Dataset content >>
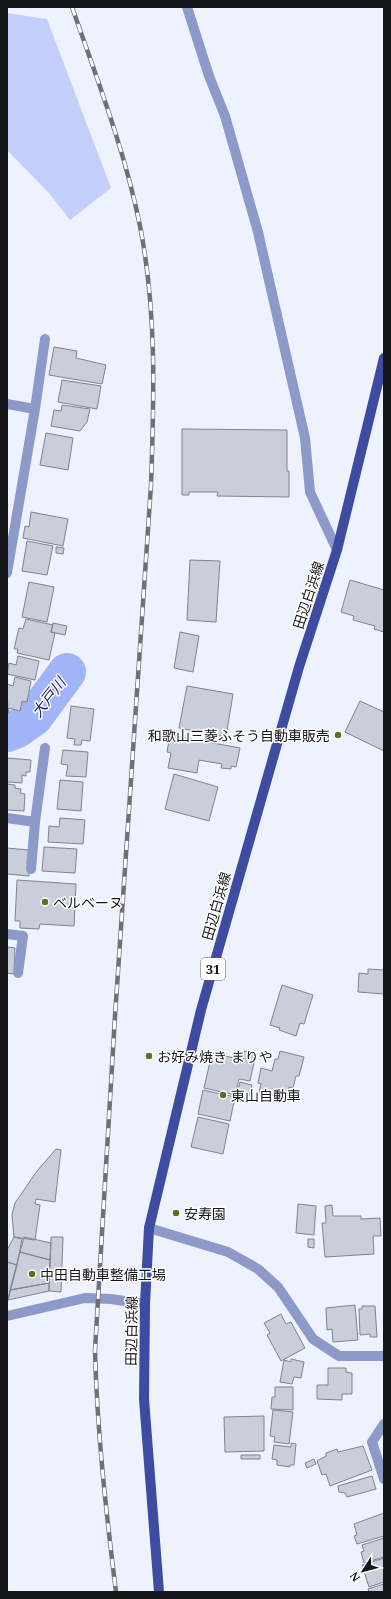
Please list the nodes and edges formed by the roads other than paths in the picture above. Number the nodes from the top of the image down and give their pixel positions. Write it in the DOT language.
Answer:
graph roads {
  1 [pos="187,7"];
  2 [pos="45,339"];
  3 [pos="384,358"];
  4 [pos="384,362"];
  5 [pos="7,404"];
  6 [pos="35,409"];
  7 [pos="337,550"];
  8 [pos="7,573"];
  9 [pos="45,748"];
  10 [pos="7,818"];
  11 [pos="35,822"];
  12 [pos="31,869"];
  13 [pos="7,934"];
  14 [pos="18,973"];
  15 [pos="149,1228"];
  16 [pos="145,1304"];
  17 [pos="7,1316"];
  18 [pos="384,1356"];
  19 [pos="384,1424"];
  20 [pos="384,1480"];
  21 [pos="159,1592"];
  1 -- 7 [label="street"];
  2 -- 6 [label="street"];
  3 -- 4 [label="main road, 田辺白浜線 / 31"];
  4 -- 7 [label="main road, 田辺白浜線 / 31"];
  5 -- 6 [label="street"];
  6 -- 8 [label="street"];
  7 -- 15 [label="main road, 田辺白浜線 / 31"];
  9 -- 11 [label="street"];
  10 -- 11 [label="street"];
  11 -- 12 [label="street"];
  13 -- 14 [label="street"];
  15 -- 16 [label="main road, 田辺白浜線 / 31"];
  15 -- 18 [label="street"];
  16 -- 17 [label="street"];
  16 -- 21 [label="main road, 田辺白浜線 / 31"];
  19 -- 20 [label="street"];
}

Work required >> Across the preceding records, count the lines with the word "street" in them and give that figure alone.

Solution to the problem >> 11